Food systems – entailing activities that allow for the production, transformation, distribution and consumption of food- are responsible for over a third of global greenhouse gas (GHG) emissions1. Due to all that, food and agriculture are key triggers to cool down the planet. Although cities are not where food is produced, they consume over 70% of the world’s production7 and they often are where cultural norms are created regarding
nutrition. Local entities lack significant jurisdiction over food systems but can promote food policies with relevant effects in the face of climate change, because they are closer to citizens and are more innovative and dynamic.

Cities can develop various actions that contribute to the construction of local agri-food systems that guarantee access to sustainable, healthy, nutritious and sufficient diets and prevent food vulnerability at a time of global emergencies, such as the situation we are living in today.

Some cities are already on this journey and articulate international joint mechanisms such as The Barcelona Challenge for Good Food and Climate10, launched in 2021 by the Barcelona City Council, the Network of Spanish Municipalities for Agroecology, Red de Municipios por la Agroecología in Spanish (RMAe), the Milan Urban Food Policy Pact (MUFPP) and C40, among others. This is an international call for cities and its residents to make a commitment towards the transformation of their food systems in order to confront the climate emergency. So far it has been signed by 24 cities that bring together over 36 million people. Its goal is to reduce GHG emissions up to 11.17 million tCO2e per year, that is, the equivalent of the emissions of 2.4 million polluting cars, through fostering policies that make their food systems more sustainable and healthy. This initiative was launched during the MUFPP Global Forum that took place in Barcelona in October 2021 and will be relaunched in this year’s edition, from the 17th to the 19th of October in Rio de Janeiro.

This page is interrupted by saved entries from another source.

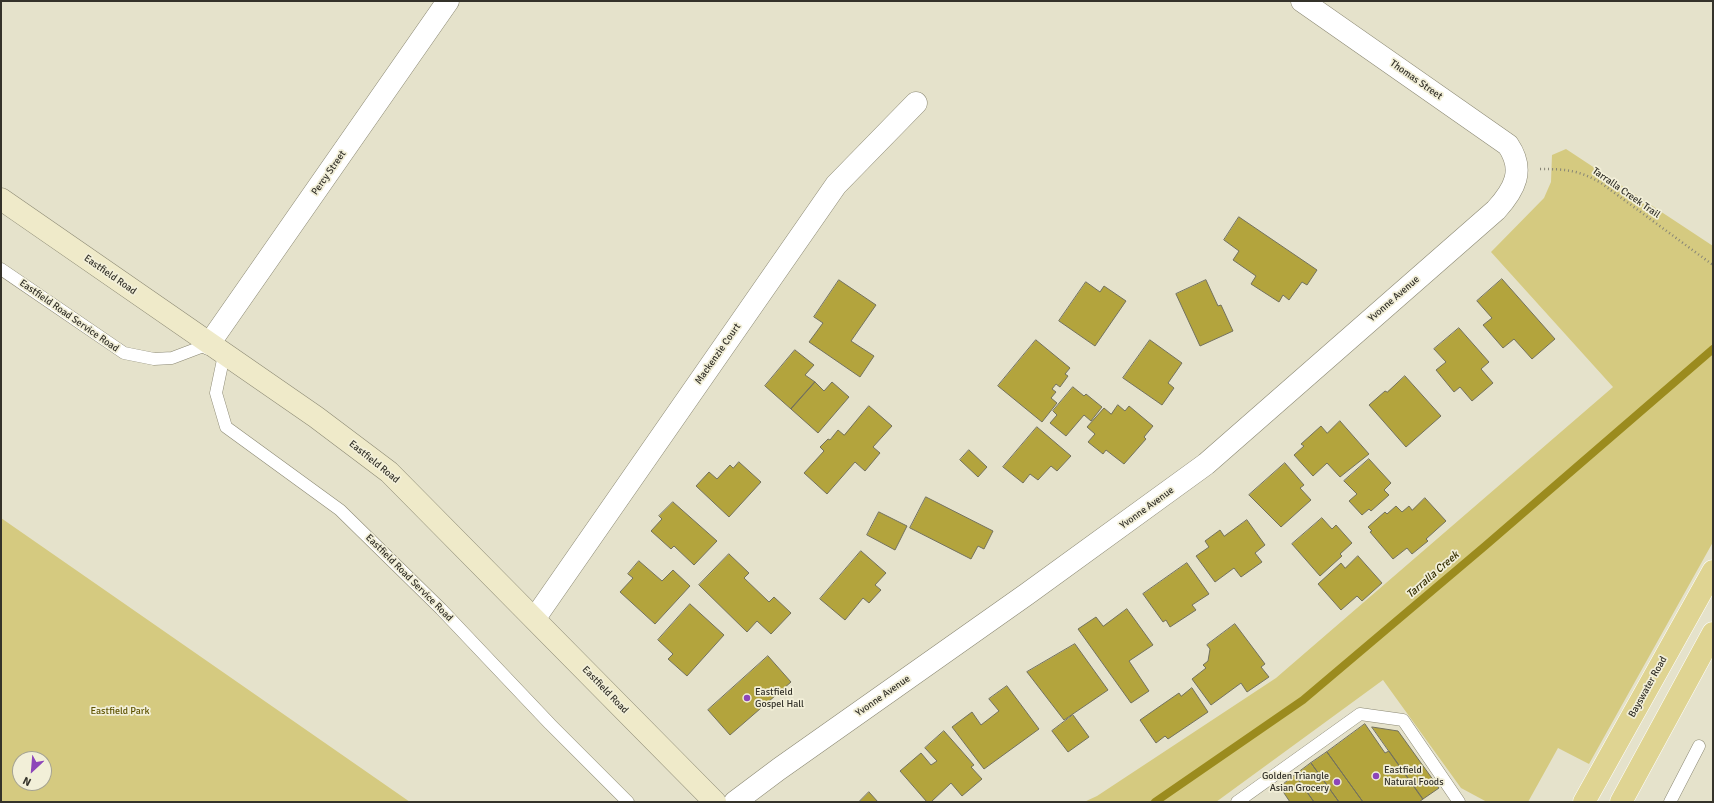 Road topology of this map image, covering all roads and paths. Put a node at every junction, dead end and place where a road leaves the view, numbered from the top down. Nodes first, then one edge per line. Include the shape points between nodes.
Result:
1 (448, 1) edge
2 (1302, 1) edge
3 (916, 103) dead end
4 (1518, 169) junction
5 (1, 199) edge
6 (1713, 265) edge
7 (1, 269) edge
8 (216, 349) junction
9 (1713, 571) edge
10 (535, 618) junction
11 (1713, 633) edge
12 (1699, 746) dead end
13 (628, 802) edge
14 (715, 802) edge
15 (735, 802) edge
16 (1236, 802) edge
17 (1460, 802) edge
18 (1584, 802) edge
19 (1621, 802) edge
20 (1670, 802) edge

1 - 8 street, Percy Street
2 - 4 street, Thomas Street via 1508,145 1515,155
3 - 10 street, Mackenzie Court via 836,185
4 - 6 path, Tarralla Creek Trail via 1565,169 1588,175
4 - 15 street, Yvonne Avenue via 1515,184 1496,210 1206,464
5 - 8 main road, Eastfield Road
7 - 8 lane, Eastfield Road Service Road via 124,354 154,359
8 - 10 main road, Eastfield Road via 316,417 389,472
8 - 13 lane, Eastfield Road Service Road via 216,393 226,427 340,510 441,609
9 - 18 main road, Bayswater Road
10 - 14 main road, Eastfield Road
11 - 19 main road
12 - 20 lane
16 - 17 lane via 1360,714 1403,720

This report presents the coordinated effort of cities for the development of policies fostering the development of local, healthy, fair, and sustainable food systems and it provides current initiatives that promote food security and care for our planet’s health. Projects like these showcase the kind of political decisions that cities can take nowadays to properly face historical challenges. From our position as municipalities we summon national authorities to reinforce the food transition for climate action.